One important fact to remember is that if a student with a learning disability needs a place to work that is free of visual distraction, one must be provided to assist the student to remain task oriented.

Springfield, OH (Vocus) July 23, 2009

Today’s highly charged multi-media world of sensory experiences has crept into the classrooms. All the high-tech gadgets and tools are definitely a bonus to augmenting the teaching and learning experience for children. There are now opportunities for students to participate in multi-dimensional learning experiences with computers, handheld devices, interactive audio-visual programs and self-directed learning games.

With the advent and implementation of these tools, teachers are often challenged with managing a classroom environment filled with new sights and sounds. This is a unique challenge for the student population who struggles with learning disabilities. The data from studies and research continue to indicate that a student with these challenges is particularly susceptible to distraction from external visual and auditory input.
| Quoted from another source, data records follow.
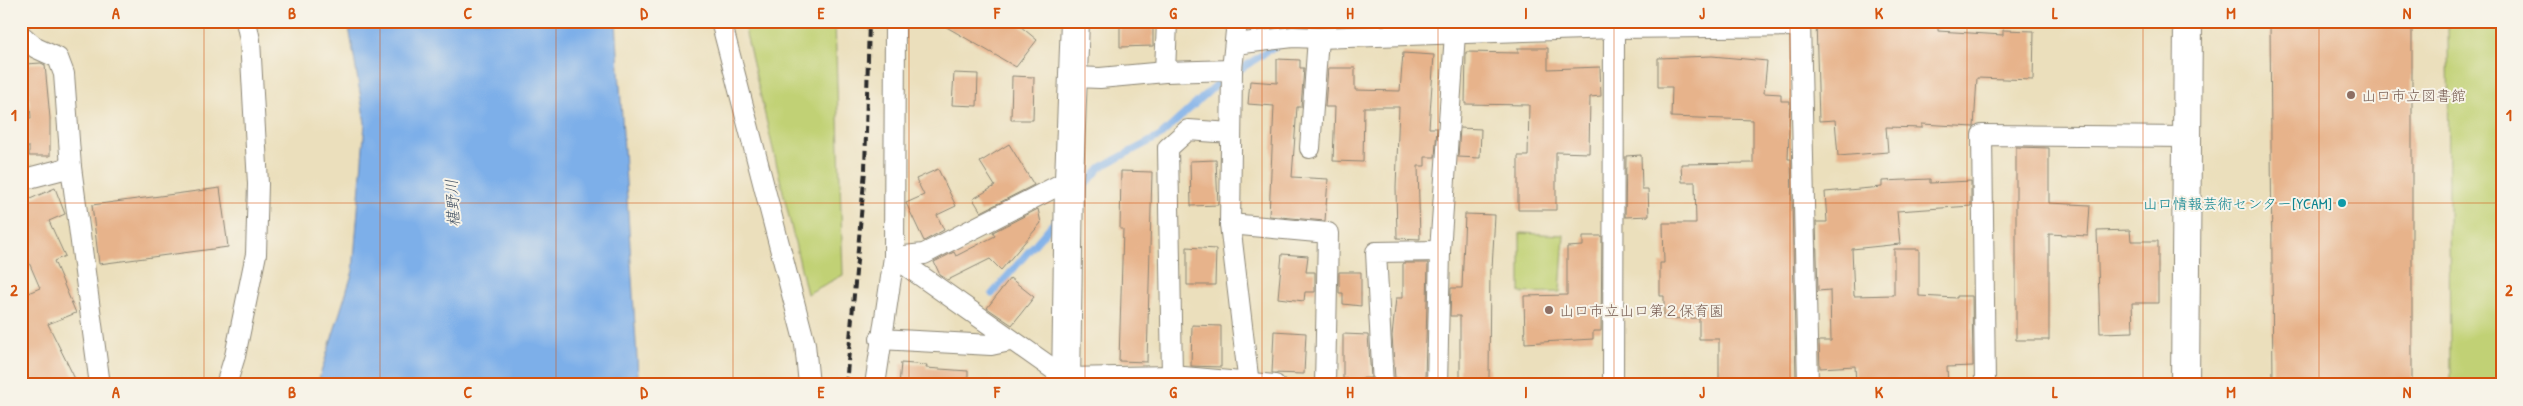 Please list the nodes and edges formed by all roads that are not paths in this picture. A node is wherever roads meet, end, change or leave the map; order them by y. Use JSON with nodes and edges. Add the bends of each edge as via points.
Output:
{"nodes":[{"id":1,"x":246,"y":21,"type":"edge"},
{"id":2,"x":722,"y":21,"type":"edge"},
{"id":3,"x":895,"y":21,"type":"edge"},
{"id":4,"x":1167,"y":21,"type":"edge"},
{"id":5,"x":1237,"y":21,"type":"edge"},
{"id":6,"x":2176,"y":21,"type":"edge"},
{"id":7,"x":1072,"y":22,"type":"edge"},
{"id":8,"x":2188,"y":22,"type":"edge"},
{"id":9,"x":1799,"y":24,"type":"edge"},
{"id":10,"x":1614,"y":28,"type":"junction"},
{"id":11,"x":1293,"y":29,"type":"edge"},
{"id":12,"x":1455,"y":34,"type":"junction"},
{"id":13,"x":21,"y":35,"type":"edge"},
{"id":14,"x":1318,"y":38,"type":"junction"},
{"id":15,"x":1235,"y":44,"type":"junction"},
{"id":16,"x":1232,"y":70,"type":"junction"},
{"id":17,"x":1165,"y":72,"type":"junction"},
{"id":18,"x":1074,"y":77,"type":"junction"},
{"id":19,"x":1231,"y":134,"type":"junction"},
{"id":20,"x":2188,"y":137,"type":"junction"},
{"id":21,"x":1310,"y":148,"type":"dead end"},
{"id":22,"x":71,"y":167,"type":"junction"},
{"id":23,"x":21,"y":180,"type":"edge"},
{"id":24,"x":1068,"y":180,"type":"junction"},
{"id":25,"x":1230,"y":224,"type":"junction"},
{"id":26,"x":1440,"y":251,"type":"junction"},
{"id":27,"x":894,"y":257,"type":"junction"},
{"id":28,"x":880,"y":339,"type":"junction"},
{"id":29,"x":1010,"y":341,"type":"junction"},
{"id":30,"x":1172,"y":376,"type":"junction"},
{"id":31,"x":1066,"y":382,"type":"edge"},
{"id":32,"x":1249,"y":383,"type":"edge"},
{"id":33,"x":100,"y":385,"type":"edge"},
{"id":34,"x":226,"y":385,"type":"edge"},
{"id":35,"x":809,"y":385,"type":"edge"},
{"id":36,"x":875,"y":385,"type":"edge"},
{"id":37,"x":1275,"y":385,"type":"edge"},
{"id":38,"x":1325,"y":385,"type":"edge"},
{"id":39,"x":1383,"y":385,"type":"edge"},
{"id":40,"x":1437,"y":385,"type":"edge"},
{"id":41,"x":1613,"y":385,"type":"edge"},
{"id":42,"x":1808,"y":385,"type":"edge"},
{"id":43,"x":1985,"y":385,"type":"edge"},
{"id":44,"x":2185,"y":385,"type":"edge"}],
"edges":[{"from":1,"to":34,"type":"street","via":[[250,40],[258,184],[256,254]]},
{"from":2,"to":35,"type":"street","via":[[804,344]]},
{"from":3,"to":27,"type":"street"},
{"from":4,"to":17,"type":"street"},
{"from":5,"to":15,"type":"street"},
{"from":6,"to":8,"type":"street"},
{"from":7,"to":18,"type":"street"},
{"from":8,"to":20,"type":"street"},
{"from":9,"to":10,"type":"street"},
{"from":9,"to":42,"type":"street"},
{"from":10,"to":12,"type":"street"},
{"from":10,"to":41,"type":"street"},
{"from":11,"to":14,"type":"street"},
{"from":11,"to":15,"type":"street"},
{"from":12,"to":14,"type":"street"},
{"from":12,"to":26,"type":"street"},
{"from":13,"to":22,"type":"street","via":[[36,48],[58,58],[64,74]]},
{"from":14,"to":21,"type":"street"},
{"from":15,"to":16,"type":"street"},
{"from":16,"to":17,"type":"street"},
{"from":16,"to":19,"type":"street"},
{"from":17,"to":18,"type":"street"},
{"from":18,"to":24,"type":"street"},
{"from":19,"to":25,"type":"street"},
{"from":19,"to":30,"type":"street","via":[[1188,130],[1168,148]]},
{"from":20,"to":43,"type":"street","via":[[1982,135]]},
{"from":20,"to":44,"type":"street"},
{"from":22,"to":23,"type":"street"},
{"from":22,"to":33,"type":"street"},
{"from":24,"to":27,"type":"street","via":[[924,254]]},
{"from":24,"to":31,"type":"street"},
{"from":25,"to":32,"type":"street"},
{"from":25,"to":38,"type":"street","via":[[1328,233]]},
{"from":26,"to":39,"type":"street","via":[[1376,252]]},
{"from":26,"to":40,"type":"street"},
{"from":27,"to":28,"type":"street"},
{"from":27,"to":29,"type":"street","via":[[922,274]]},
{"from":28,"to":29,"type":"street","via":[[992,346]]},
{"from":28,"to":36,"type":"street"},
{"from":29,"to":31,"type":"street"},
{"from":30,"to":31,"type":"street"},
{"from":30,"to":32,"type":"street"},
{"from":32,"to":37,"type":"street"}]}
In order to minimize these distractions and maximize the student’s ability to learn, the experts are promoting the use of study carrels, particularly for the reduction of visual distractions. William N. Bender, a well-known author on differentiating instruction for students with learning disabilities, states, “Study carrels are essential in classes that include students with learning disabilities because these students may be easily distracted by movement in the class.” To assist teachers and learners with this challenge, ClassroomProducts.com offers flexible, portable and inexpensive Study Carrels for individual desks.

Unlike most study carrels, the product line at ClassroomProducts.com is designed for maximum individuality to address the learning challenges of those students working to overcome disabilities. They can be set up to create the “private office” Bender suggests as the appropriate work environment. Bender states, “One important fact to remember is that if a student with a learning disability needs a place to work that is free of visual distraction, one must be provided to assist the student to remain task oriented.”

Educators in special needs classrooms, and those who have students with unique challenges now have a very affordable product to offer their learners. As the experts have stated, study carrels are a must in the learning environment for student with disabilities. In order to reduce auditory and visual distractions and facilitate a child’s opportunities to reach their full potential, study carrels should be a tool all teachers use.